Picky Picky Game: The Joy of PIL

The final piece in the puzzle of my PPG platform is the Python Imaging Library (PIL) from Secret Labs AB (PythonWare). This makes it easy to check that the uploaded images are the right dimensions, for example:

im = Image.open(StringIO.StringIO(data))
width, height = im.size
if width > game.maxWidth or height > game.maxHeight:
    log('Image is too large: the maximum is %d × %d.' \
            % (game.maxWidth, game.maxHeight), STOP)
    ok = 0

I don’t even need to know whether the image is a PNG, JPEG, or GIF.

Picky Picky Game: minimal voting

(Sunday night.) Still nothing up for you to see yet, I’m afraid. (Apart from anything else, I need to ask my host to install a few Python packages...) But I do do now have the start of the second CGI script, the one that accepts reader’s votes for the current round of pictures. These votes later are used to decide which picture to use for that panel of the comic strip.

At present the script accepts your vote but does not display them in any way. If you vote again, your previous ballot is silently overwritten. I plan to support Approval Voting in future by having a page where you have a checkbox for each candidate picture and can select as many as you like.

The word ‘your’ is a little misleading; we use people’s IP addresses as their identifiers, which sort of works most of the time, but means that people sharing a proxy server will end up sharing a vote. The alternative (requiring users to register in order to vote) is not likely to work because noone will want to register.

Update (Monday night): The voting form now shows you the pictures with checkboxes. When you first visit the page, the picture you cloicked on is ticked, but then you can tick as many more as you like. Because of the way HTML forms are processed, each form parameter is potentially a sequence anyway, so the code for each time around the voting form can be exactly the same. The code that adjusts the totals is very simple:

def vote(self, uid, pns):
    """Register a vote from the user identified by uid.

    uid is an integer, uniquely identifying a voter.
    pns is a list of picture numbers
    """
    oldPns = self.userVotes.get(uid, [])
    if pns == oldPns:
        return
    for pn in oldPns:
        self.pictures[pn].nVotes += -1
    for pn in pns:
        self.pictures[pn].nVotes += 1
    self.userVotes[uid] = pns

The first line retrieves that user’s old ballot, if any. The first for statement reverses the effect (if any) of their former vote, the second counts the new vote. Finally the ‘ballot’ is saved for later. Behind the scenes, ZODB takes care of reading the old data in off disc and (when the transaction is committed) saving the updated data.

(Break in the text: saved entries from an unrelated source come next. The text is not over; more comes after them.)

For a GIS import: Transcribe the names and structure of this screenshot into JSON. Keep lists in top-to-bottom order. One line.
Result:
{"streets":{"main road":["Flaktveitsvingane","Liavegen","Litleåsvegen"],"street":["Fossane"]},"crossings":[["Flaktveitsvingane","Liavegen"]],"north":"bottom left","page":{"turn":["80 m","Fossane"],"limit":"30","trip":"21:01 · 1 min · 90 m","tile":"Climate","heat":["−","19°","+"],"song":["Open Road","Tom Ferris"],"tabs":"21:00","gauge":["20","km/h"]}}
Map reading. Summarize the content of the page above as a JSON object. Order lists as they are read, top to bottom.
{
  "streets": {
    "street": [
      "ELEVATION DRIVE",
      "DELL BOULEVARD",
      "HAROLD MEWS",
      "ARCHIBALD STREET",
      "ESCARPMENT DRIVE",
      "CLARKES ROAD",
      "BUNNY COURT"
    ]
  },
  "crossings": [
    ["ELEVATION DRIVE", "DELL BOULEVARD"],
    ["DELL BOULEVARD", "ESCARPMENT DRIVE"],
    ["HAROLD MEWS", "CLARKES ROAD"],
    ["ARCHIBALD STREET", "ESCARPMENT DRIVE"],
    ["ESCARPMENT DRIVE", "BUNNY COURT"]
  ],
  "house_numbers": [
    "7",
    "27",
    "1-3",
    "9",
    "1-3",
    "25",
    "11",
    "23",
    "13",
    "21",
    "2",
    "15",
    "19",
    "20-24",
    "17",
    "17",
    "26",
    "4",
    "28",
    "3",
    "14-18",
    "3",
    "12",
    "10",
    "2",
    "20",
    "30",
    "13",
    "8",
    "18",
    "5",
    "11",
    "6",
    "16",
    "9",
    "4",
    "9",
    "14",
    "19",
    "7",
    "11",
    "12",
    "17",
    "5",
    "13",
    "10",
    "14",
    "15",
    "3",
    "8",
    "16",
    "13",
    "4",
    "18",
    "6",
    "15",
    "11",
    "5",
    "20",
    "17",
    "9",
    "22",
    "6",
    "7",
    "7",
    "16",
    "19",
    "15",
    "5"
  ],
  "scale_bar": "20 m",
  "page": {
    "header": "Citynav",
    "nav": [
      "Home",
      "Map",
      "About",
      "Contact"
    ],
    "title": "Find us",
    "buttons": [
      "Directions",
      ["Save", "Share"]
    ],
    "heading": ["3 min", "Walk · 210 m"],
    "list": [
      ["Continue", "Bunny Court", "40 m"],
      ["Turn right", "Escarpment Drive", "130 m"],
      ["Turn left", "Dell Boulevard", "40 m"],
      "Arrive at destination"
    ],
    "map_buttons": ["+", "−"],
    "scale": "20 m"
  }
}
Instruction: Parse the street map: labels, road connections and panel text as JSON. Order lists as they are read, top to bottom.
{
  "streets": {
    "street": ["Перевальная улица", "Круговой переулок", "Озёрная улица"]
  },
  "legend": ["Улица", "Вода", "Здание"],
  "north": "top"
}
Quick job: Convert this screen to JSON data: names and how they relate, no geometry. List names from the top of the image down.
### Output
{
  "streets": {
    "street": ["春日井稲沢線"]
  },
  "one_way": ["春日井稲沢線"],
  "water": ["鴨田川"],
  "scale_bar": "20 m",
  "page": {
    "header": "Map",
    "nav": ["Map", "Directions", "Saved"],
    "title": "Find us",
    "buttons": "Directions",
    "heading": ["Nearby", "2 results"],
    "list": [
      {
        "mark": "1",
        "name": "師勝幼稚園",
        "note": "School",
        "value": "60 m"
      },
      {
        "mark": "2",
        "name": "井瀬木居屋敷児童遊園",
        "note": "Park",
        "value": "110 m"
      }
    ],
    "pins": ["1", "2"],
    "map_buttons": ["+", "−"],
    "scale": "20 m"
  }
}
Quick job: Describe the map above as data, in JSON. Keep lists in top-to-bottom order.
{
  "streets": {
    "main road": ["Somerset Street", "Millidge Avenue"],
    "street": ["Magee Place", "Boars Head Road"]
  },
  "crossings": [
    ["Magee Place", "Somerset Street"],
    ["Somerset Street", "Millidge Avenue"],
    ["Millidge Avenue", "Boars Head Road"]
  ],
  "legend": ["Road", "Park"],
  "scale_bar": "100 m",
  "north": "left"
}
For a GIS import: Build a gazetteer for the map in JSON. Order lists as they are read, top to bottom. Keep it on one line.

My paid job involves writing a web application as well, except this one uses Microsoft ASP .Net linked via ADO .Net to Microsoft SQL Server® 2000. To do a similar job to the above snippet, I would be writing two SQL stored procedures (one to retrieve the exisiting ballot, one to alter the ballot). Invoking a stored procedure is several more lines of code in the C♯ or VB .Net layer as you create a Command object, add parameters to it, execute it, and dispose of the remains. (Or you can create DataSet objects which are even worse, but have specialized wizards to help you draft the code.) The actual algorithm (the encoding of the business logic) would be buried in dozens of lines of boilerplate. By comparison, the Python+ZODB implementation is a miracle of concision and clarity. The ZOPE people deserve much kudos.

Colour graphics the hard way

On my badly broken Linux desktop, the Gimp is missing its file-saving plug-ins, so it cannot save files except in a format I cannot use. XPaint does not exist, for some reason. The venerable bitmap program does work, but can only produce X11 bitmap files (which are black and white only). How then to produce colour icons for my Picky Picky Game mock-ups?